[Your goal] Return each line of the listing that has the word "nodes" in it.

(Beginning of Provided data)

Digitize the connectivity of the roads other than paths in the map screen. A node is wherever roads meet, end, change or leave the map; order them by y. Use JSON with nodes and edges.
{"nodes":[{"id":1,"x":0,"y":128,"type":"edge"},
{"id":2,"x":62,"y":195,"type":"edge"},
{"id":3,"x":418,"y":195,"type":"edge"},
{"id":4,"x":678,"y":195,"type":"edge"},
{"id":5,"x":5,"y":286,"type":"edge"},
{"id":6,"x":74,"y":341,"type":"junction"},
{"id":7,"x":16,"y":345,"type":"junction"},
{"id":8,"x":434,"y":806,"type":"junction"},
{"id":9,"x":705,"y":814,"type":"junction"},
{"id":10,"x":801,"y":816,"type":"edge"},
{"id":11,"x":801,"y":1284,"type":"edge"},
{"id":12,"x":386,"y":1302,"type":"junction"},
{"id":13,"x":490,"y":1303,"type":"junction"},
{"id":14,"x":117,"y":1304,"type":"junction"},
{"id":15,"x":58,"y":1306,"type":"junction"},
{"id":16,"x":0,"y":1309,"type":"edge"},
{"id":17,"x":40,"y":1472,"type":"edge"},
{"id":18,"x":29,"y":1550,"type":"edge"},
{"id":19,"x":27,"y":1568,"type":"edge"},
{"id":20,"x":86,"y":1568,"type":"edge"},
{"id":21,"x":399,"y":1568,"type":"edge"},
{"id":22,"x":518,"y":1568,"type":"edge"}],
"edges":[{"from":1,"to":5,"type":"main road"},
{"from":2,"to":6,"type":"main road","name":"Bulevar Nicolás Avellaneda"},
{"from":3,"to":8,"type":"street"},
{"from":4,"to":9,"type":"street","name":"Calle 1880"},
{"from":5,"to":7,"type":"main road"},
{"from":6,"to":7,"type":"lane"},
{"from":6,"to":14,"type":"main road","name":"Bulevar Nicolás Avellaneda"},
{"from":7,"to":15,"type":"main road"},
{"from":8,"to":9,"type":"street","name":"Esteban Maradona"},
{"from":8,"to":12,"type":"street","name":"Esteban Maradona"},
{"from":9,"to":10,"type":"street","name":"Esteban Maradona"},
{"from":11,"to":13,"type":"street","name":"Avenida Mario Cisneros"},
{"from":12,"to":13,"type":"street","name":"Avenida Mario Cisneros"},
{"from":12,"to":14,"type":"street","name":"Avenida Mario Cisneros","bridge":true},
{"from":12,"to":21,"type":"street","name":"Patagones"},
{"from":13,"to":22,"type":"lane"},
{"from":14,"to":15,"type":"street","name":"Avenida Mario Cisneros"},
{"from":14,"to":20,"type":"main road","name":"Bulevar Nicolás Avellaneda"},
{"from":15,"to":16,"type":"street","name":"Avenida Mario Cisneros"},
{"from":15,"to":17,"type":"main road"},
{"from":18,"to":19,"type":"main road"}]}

(End of Provided data)

[Exercise output]
Digitize the connectivity of the roads other than paths in the map screen. A node is wherever roads meet, end, change or leave the map; order them by y. Use JSON with nodes and edges.
{"nodes":[{"id":1,"x":0,"y":128,"type":"edge"},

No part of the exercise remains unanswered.